### Problem description
The answer must consist of every line below containing "that".

### Entries supplied
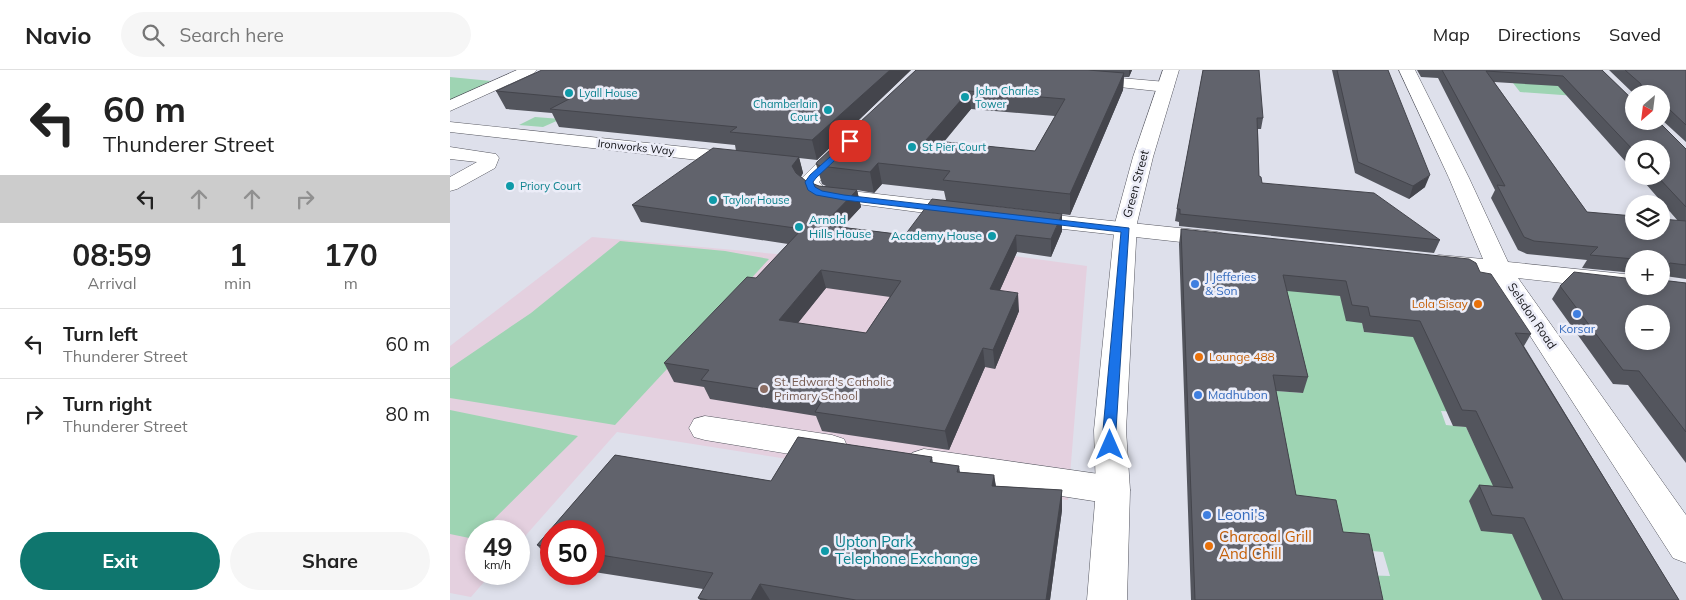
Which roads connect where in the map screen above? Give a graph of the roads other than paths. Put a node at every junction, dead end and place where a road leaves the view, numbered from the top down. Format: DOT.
graph roads {
  1 [pos="529,70"];
  2 [pos="1407,70"];
  3 [pos="1068,78"];
  4 [pos="1168,79"];
  5 [pos="450,106"];
  6 [pos="450,127"];
  7 [pos="857,134"];
  8 [pos="450,153"];
  9 [pos="758,160"];
  10 [pos="796,165"];
  11 [pos="822,168"];
  12 [pos="450,185"];
  13 [pos="1126,230"];
  14 [pos="1239,242"];
  15 [pos="1422,260"];
  16 [pos="1499,268"];
  17 [pos="1625,282"];
  18 [pos="705,428"];
  19 [pos="1113,490"];
  20 [pos="1686,546"];
  21 [pos="1106,600"];
  1 -- 5 [label="street"];
  2 -- 16 [label="street, Selsdon Road"];
  3 -- 4 [label="street"];
  4 -- 13 [label="street, Green Street"];
  6 -- 9 [label="street, Ironworks Way"];
  7 -- 11 [label="street"];
  8 -- 12 [label="street"];
  10 -- 11 [label="street"];
  11 -- 13 [label="street"];
  13 -- 14 [label="street"];
  13 -- 19 [label="street, Green Street"];
  15 -- 16 [label="street"];
  16 -- 17 [label="street"];
  16 -- 20 [label="street, Selsdon Road"];
  18 -- 19 [label="street"];
  19 -- 21 [label="street, Green Street"];
}
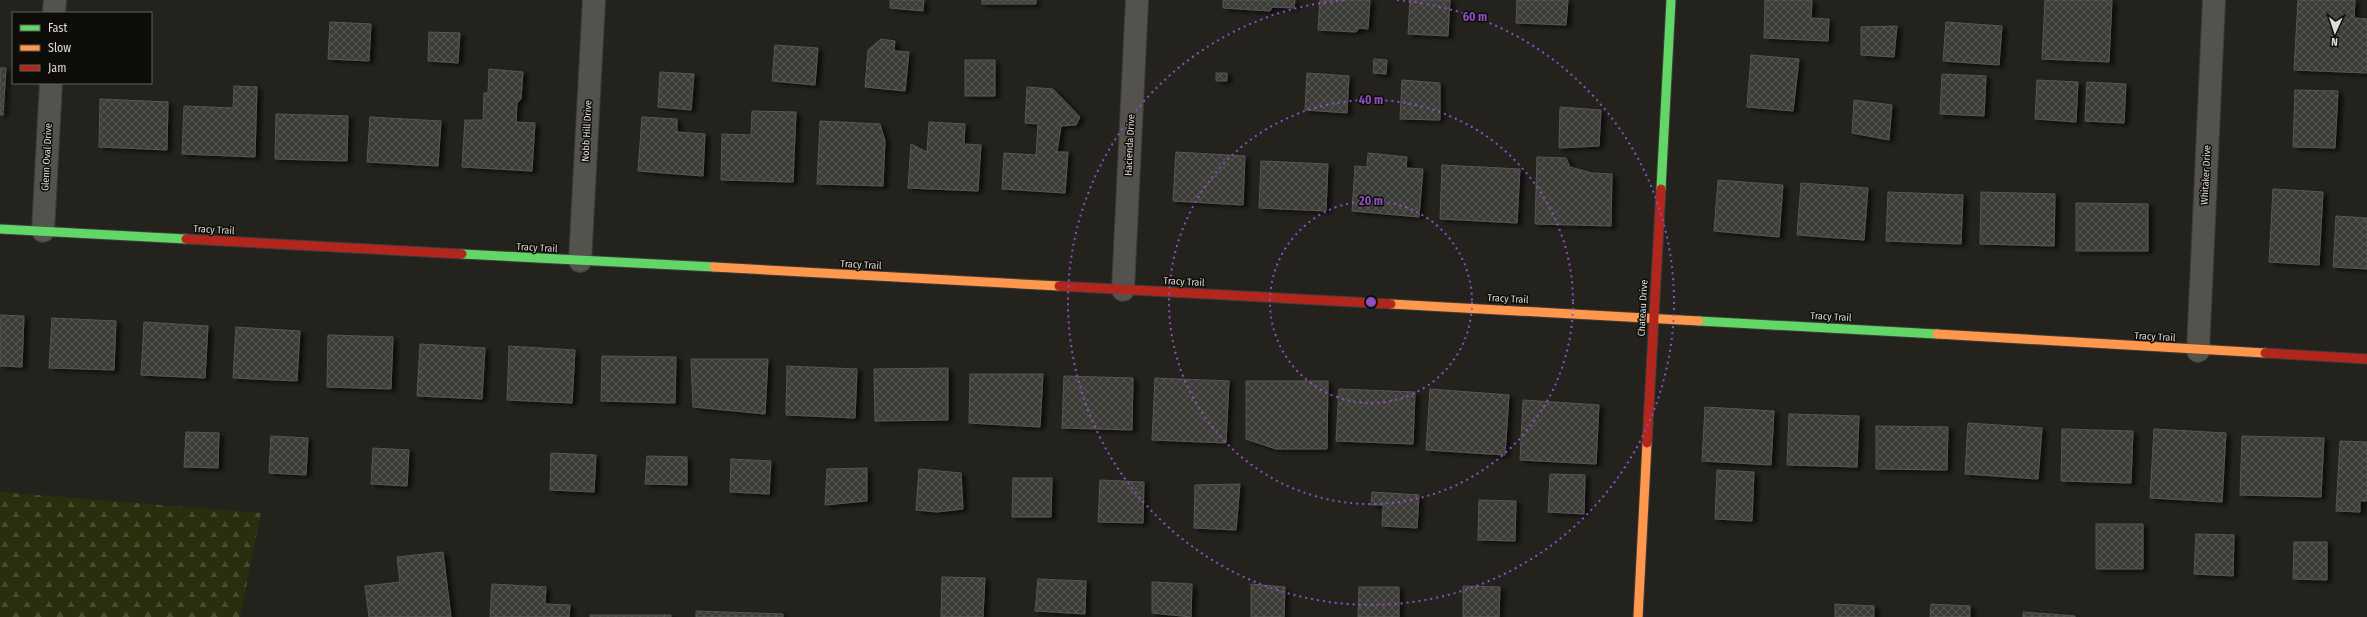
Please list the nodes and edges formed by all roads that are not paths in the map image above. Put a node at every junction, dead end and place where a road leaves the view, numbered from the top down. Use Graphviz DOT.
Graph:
graph roads {
  1 [pos="55,0"];
  2 [pos="594,0"];
  3 [pos="1137,0"];
  4 [pos="1671,0"];
  5 [pos="2214,0"];
  6 [pos="54,12"];
  7 [pos="50,84"];
  8 [pos="0,229"];
  9 [pos="43,231"];
  10 [pos="580,261"];
  11 [pos="1123,290"];
  12 [pos="1654,318"];
  13 [pos="2198,351"];
  14 [pos="2367,360"];
  15 [pos="1638,617"];
  1 -- 6 [label="street"];
  2 -- 10 [label="street, Nobb Hill Drive"];
  3 -- 11 [label="street, Hacienda Drive"];
  4 -- 12 [label="street, Chateau Drive"];
  5 -- 13 [label="street, Whitaker Drive"];
  7 -- 9 [label="street, Glenn Oval Drive"];
  8 -- 9 [label="street, Tracy Trail"];
  9 -- 10 [label="street, Tracy Trail"];
  10 -- 11 [label="street, Tracy Trail"];
  11 -- 12 [label="street, Tracy Trail"];
  12 -- 13 [label="street, Tracy Trail"];
  12 -- 15 [label="street, Chateau Drive"];
  13 -- 14 [label="street, Tracy Trail"];
}
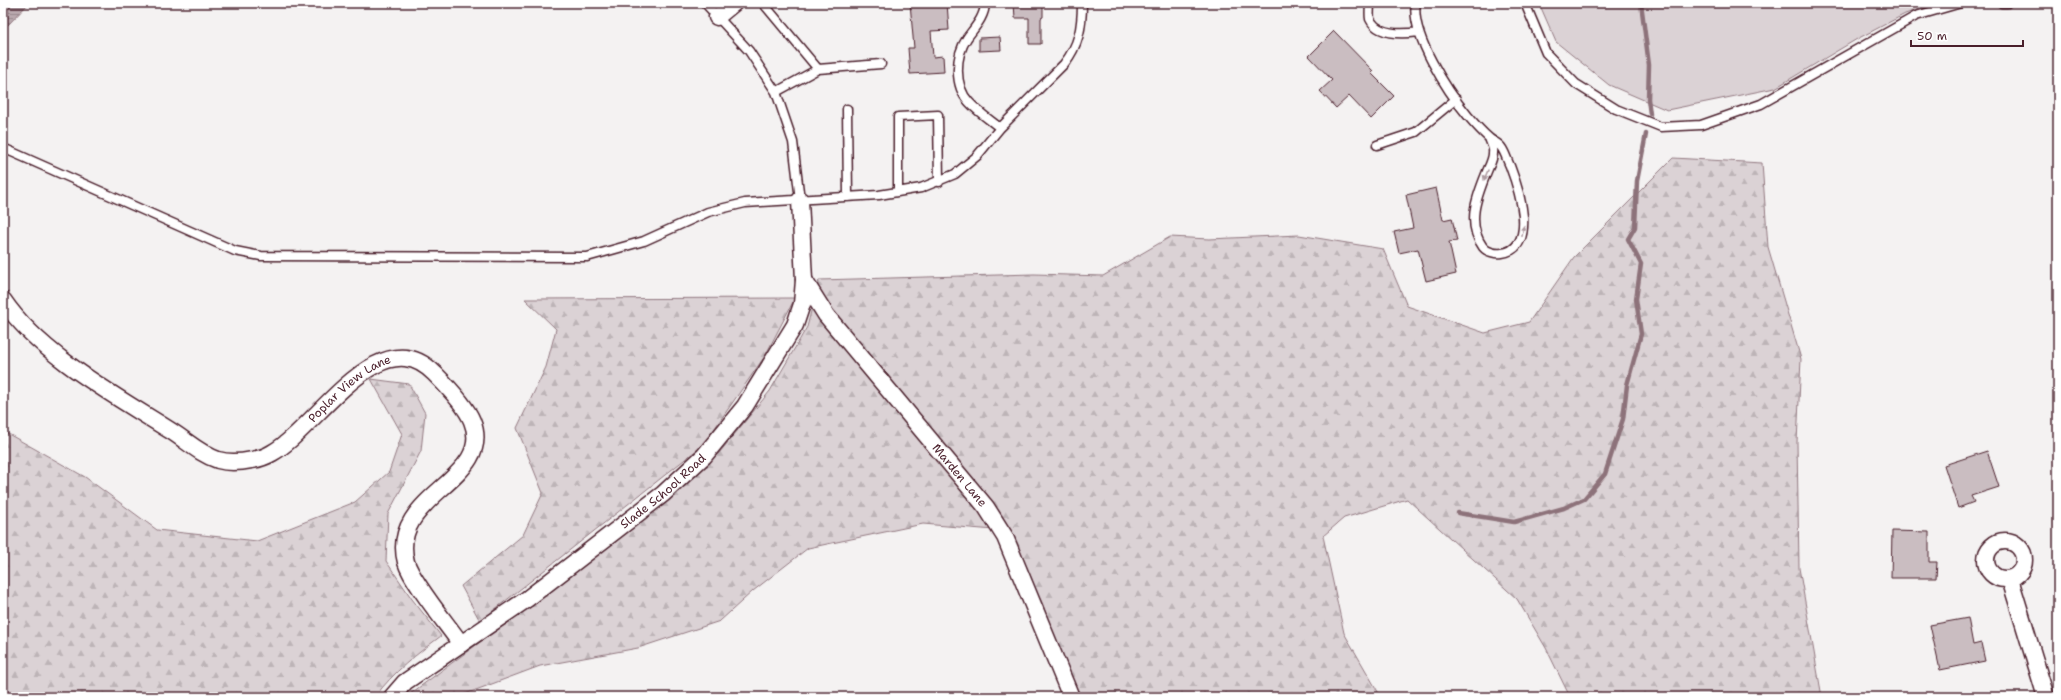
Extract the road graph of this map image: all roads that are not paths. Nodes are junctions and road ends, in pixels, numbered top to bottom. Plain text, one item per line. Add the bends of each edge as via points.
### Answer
1 (705, 3) edge
2 (734, 3) edge
3 (763, 3) edge
4 (985, 3) edge
5 (1082, 3) edge
6 (1370, 3) edge
7 (1416, 3) edge
8 (1525, 3) edge
9 (1961, 3) edge
10 (2002, 3) edge
11 (2007, 3) edge
12 (717, 18) junction
13 (1419, 32) junction
14 (881, 64) dead end
15 (818, 69) junction
16 (776, 92) junction
17 (1456, 99) junction
18 (847, 109) dead end
19 (1000, 128) junction
20 (1489, 138) junction
21 (1377, 145) dead end
22 (3, 148) edge
23 (939, 182) junction
24 (898, 192) junction
25 (848, 196) junction
26 (800, 200) junction
27 (804, 280) junction
28 (3, 300) edge
29 (2010, 579) dead end
30 (461, 644) junction
31 (392, 697) edge
32 (1071, 697) edge
33 (2046, 697) edge

1 - 12 lane
2 - 12 street
3 - 15 lane
4 - 19 lane via 978,23 959,56 958,74 968,101
5 - 19 lane via 1080,32 1072,53
6 - 13 lane via 1370,19 1378,27 1396,33
7 - 13 lane
8 - 9 lane via 1546,53 1576,84 1616,109 1661,126 1701,125 1761,104 1916,16
10 - 11 lane
12 - 16 lane via 749,50
13 - 17 lane via 1441,79
14 - 15 lane
15 - 16 lane
16 - 26 lane via 793,142
17 - 20 lane
17 - 21 lane via 1416,132
18 - 25 lane
19 - 23 lane via 977,156 955,174
20 -> 20 lane via 1493,150 1492,160 1477,198 1474,221 1477,236 1484,248 1502,253 1511,251 1518,244 1524,227 1522,209 1501,146
22 - 26 lane via 202,238 235,251 262,256 587,257 644,241 708,212 745,203
23 - 24 lane
23 - 24 lane via 938,115 898,117
24 - 25 lane
25 - 26 lane
26 - 27 street, Slade School Road
27 - 30 street, Slade School Road via 802,304 796,325 745,406 704,456 663,494 527,599
27 - 32 street, Marden Lane via 826,316 986,507 1004,537
28 - 30 street, Poplar View Lane via 33,335 58,356 197,450 219,460 253,460 272,453 290,440 356,376 375,364 388,359 402,358 426,365 468,414 475,431 475,441 471,456 458,473 420,508 410,521 404,550 413,576
29 - 33 street
30 - 31 street, Slade School Road via 404,682

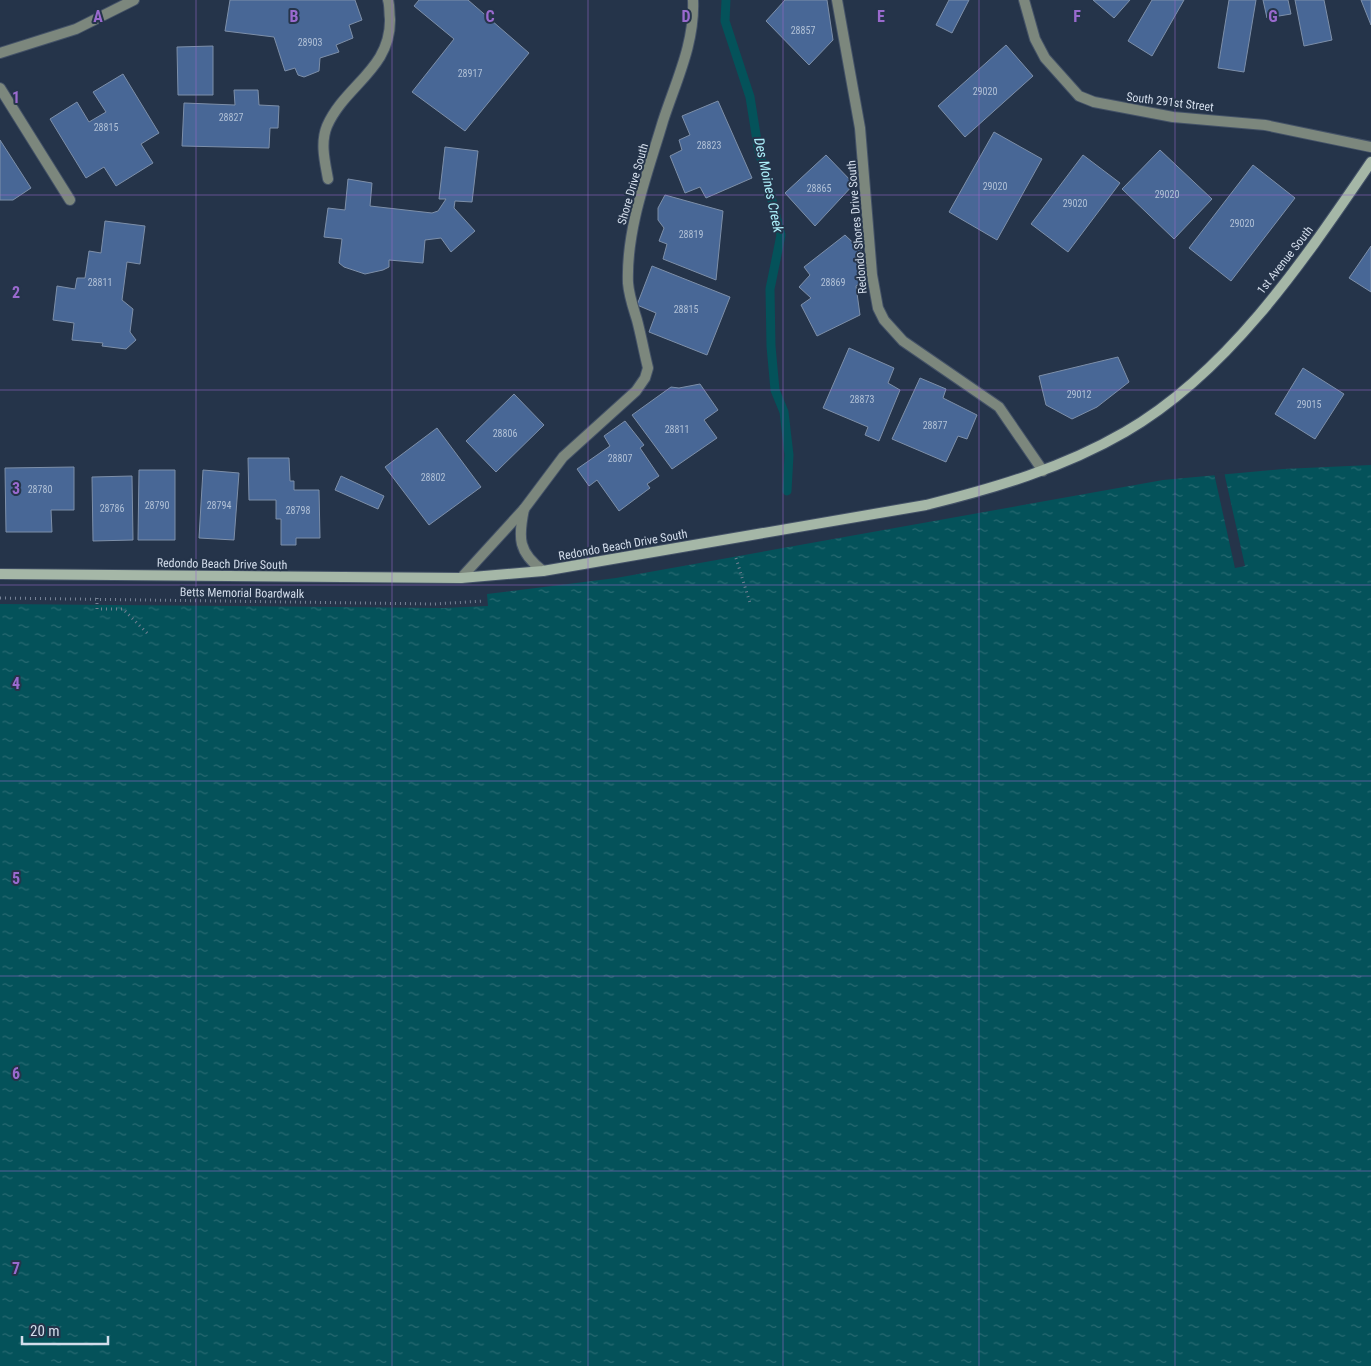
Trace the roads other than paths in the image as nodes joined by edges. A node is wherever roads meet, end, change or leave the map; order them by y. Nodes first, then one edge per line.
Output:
1 (134, 0) edge
2 (388, 0) edge
3 (693, 0) edge
4 (838, 0) edge
5 (1024, 0) edge
6 (0, 53) edge
7 (0, 88) edge
8 (1371, 147) edge
9 (1371, 162) edge
10 (328, 179) dead end
11 (70, 200) dead end
12 (1211, 366) joint
13 (1043, 471) junction
14 (524, 509) junction
15 (543, 572) junction
16 (0, 574) edge
17 (461, 578) junction

1 - 6 street
2 - 10 street
3 - 14 street, Shore Drive South
4 - 13 street, Redondo Shores Drive South
5 - 8 street, South 291st Street
7 - 11 street
9 - 12 street, 1st Avenue South
12 - 13 street, Redondo Beach Drive South
13 - 15 street, Redondo Beach Drive South
14 - 15 street, Shore Drive South
14 - 17 street, Shore Drive South
15 - 17 street, Redondo Beach Drive South
16 - 17 street, Redondo Beach Drive South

### Task output
Please list the nodes and edges formed by all roads that are not paths in the map image above. Put a node at every junction, dead end and place where a road leaves the view, numbered from the top down. Use Graphviz DOT.
Extract the road graph of this map image: all roads that are not paths. Nodes are junctions and road ends, in pixels, numbered top to bottom. Plain text, one item per line. Add the bends of each edge as via points.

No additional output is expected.